▶ _TASK STATEMENT_:
Every line of the data below is to be duplicated exactly, pictures excepted.
○ ○ ○ ○ ○ ○ ○
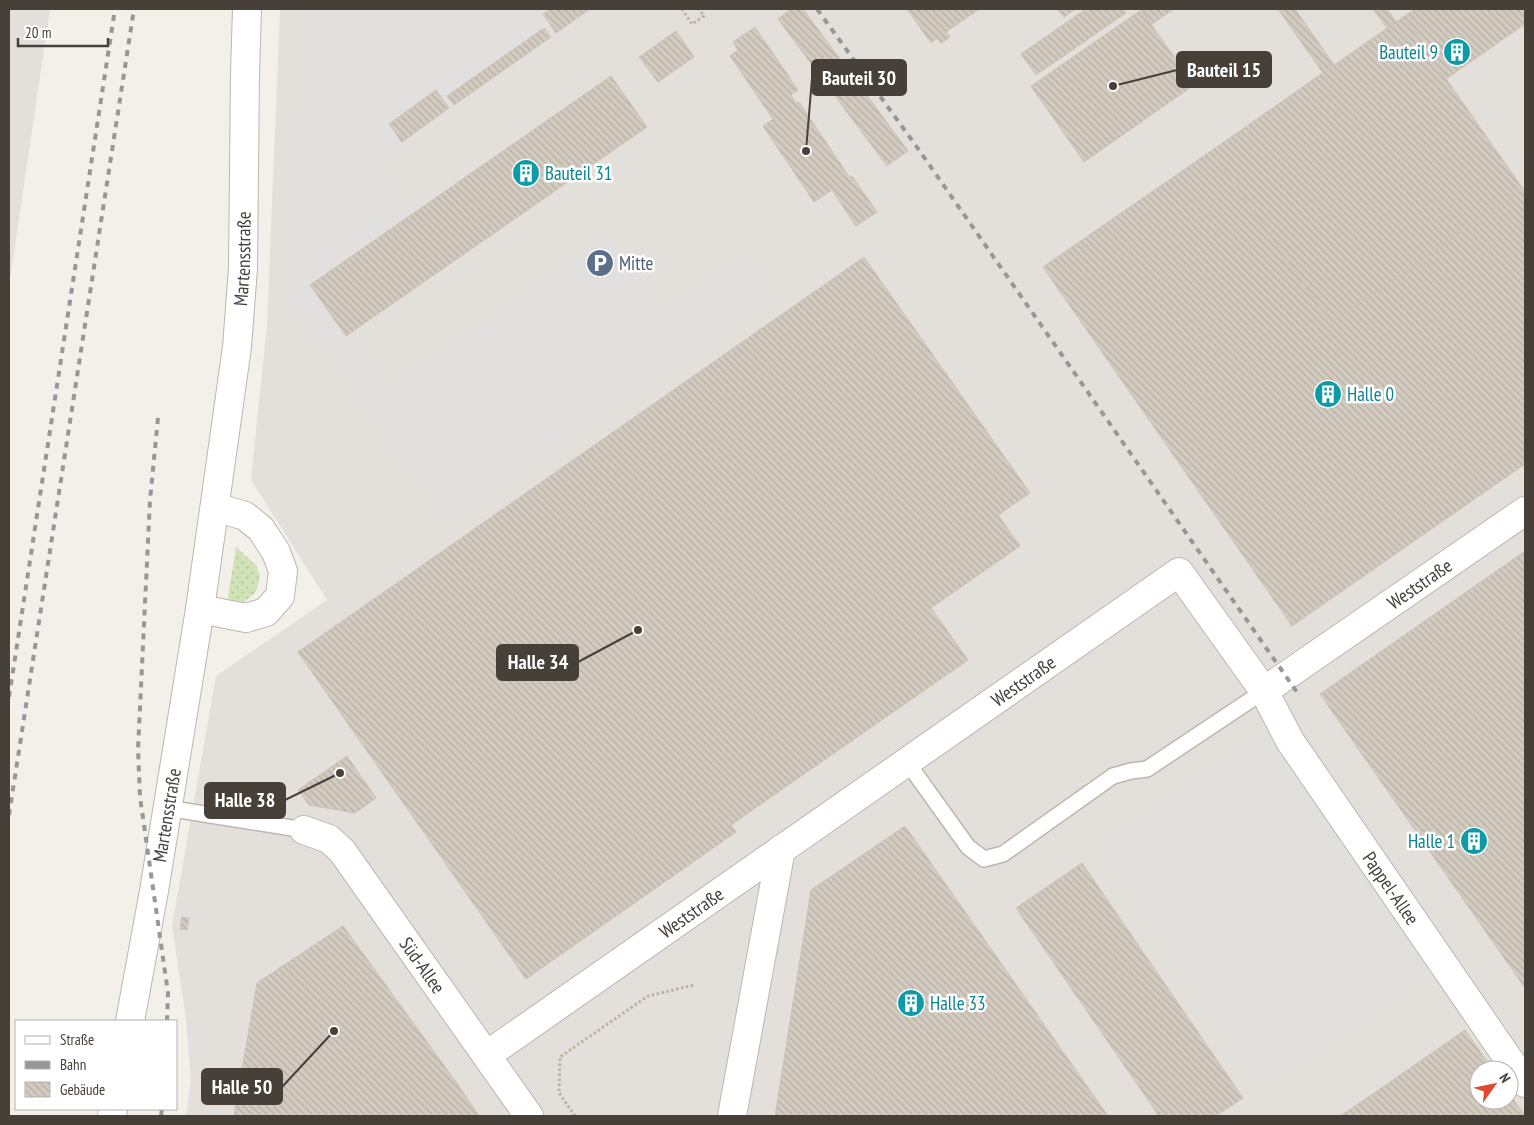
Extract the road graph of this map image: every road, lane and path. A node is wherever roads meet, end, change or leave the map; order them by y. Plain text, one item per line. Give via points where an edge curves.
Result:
1 (247, 9) edge
2 (682, 9) edge
3 (699, 9) edge
4 (215, 507) junction
5 (1525, 511) edge
6 (200, 609) junction
7 (1264, 691) junction
8 (907, 762) junction
9 (167, 808) junction
10 (304, 830) joint
11 (781, 849) junction
12 (694, 985) dead end
13 (130, 1020) edge
14 (487, 1055) junction
15 (1525, 1083) edge
16 (529, 1116) edge
17 (575, 1116) edge
18 (732, 1116) edge

1 - 4 street, Martensstraße via 243,268 237,347
2 - 3 path via 692,24 704,16
4 - 6 street, Martensstraße
4 - 6 street via 245,516 261,529 276,552 282,571 280,596 266,612 246,618
5 - 7 street, Weststraße
6 - 9 street, Martensstraße
7 - 8 lane via 1147,769 1113,776 1003,854 984,859 968,847
7 - 8 street, Weststraße via 1179,572
7 - 15 street, Pappel-Allee via 1290,741
8 - 11 street, Weststraße
9 - 10 lane
9 - 13 street, Martensstraße
10 - 14 street, Süd-Allee via 330,839 342,851
11 - 14 street, Weststraße
11 - 18 street
12 - 17 path via 648,996 560,1057 559,1093
14 - 16 street, Süd-Allee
○ ○ ○ ○ ○ ○ ○
▶ _PROBLEM SOLUTION_:
Extract the road graph of this map image: every road, lane and path. A node is wherever roads meet, end, change or leave the map; order them by y. Plain text, one item per line. Give via points where an edge curves.
Result:
1 (247, 9) edge
2 (682, 9) edge
3 (699, 9) edge
4 (215, 507) junction
5 (1525, 511) edge
6 (200, 609) junction
7 (1264, 691) junction
8 (907, 762) junction
9 (167, 808) junction
10 (304, 830) joint
11 (781, 849) junction
12 (694, 985) dead end
13 (130, 1020) edge
14 (487, 1055) junction
15 (1525, 1083) edge
16 (529, 1116) edge
17 (575, 1116) edge
18 (732, 1116) edge

1 - 4 street, Martensstraße via 243,268 237,347
2 - 3 path via 692,24 704,16
4 - 6 street, Martensstraße
4 - 6 street via 245,516 261,529 276,552 282,571 280,596 266,612 246,618
5 - 7 street, Weststraße
6 - 9 street, Martensstraße
7 - 8 lane via 1147,769 1113,776 1003,854 984,859 968,847
7 - 8 street, Weststraße via 1179,572
7 - 15 street, Pappel-Allee via 1290,741
8 - 11 street, Weststraße
9 - 10 lane
9 - 13 street, Martensstraße
10 - 14 street, Süd-Allee via 330,839 342,851
11 - 14 street, Weststraße
11 - 18 street
12 - 17 path via 648,996 560,1057 559,1093
14 - 16 street, Süd-Allee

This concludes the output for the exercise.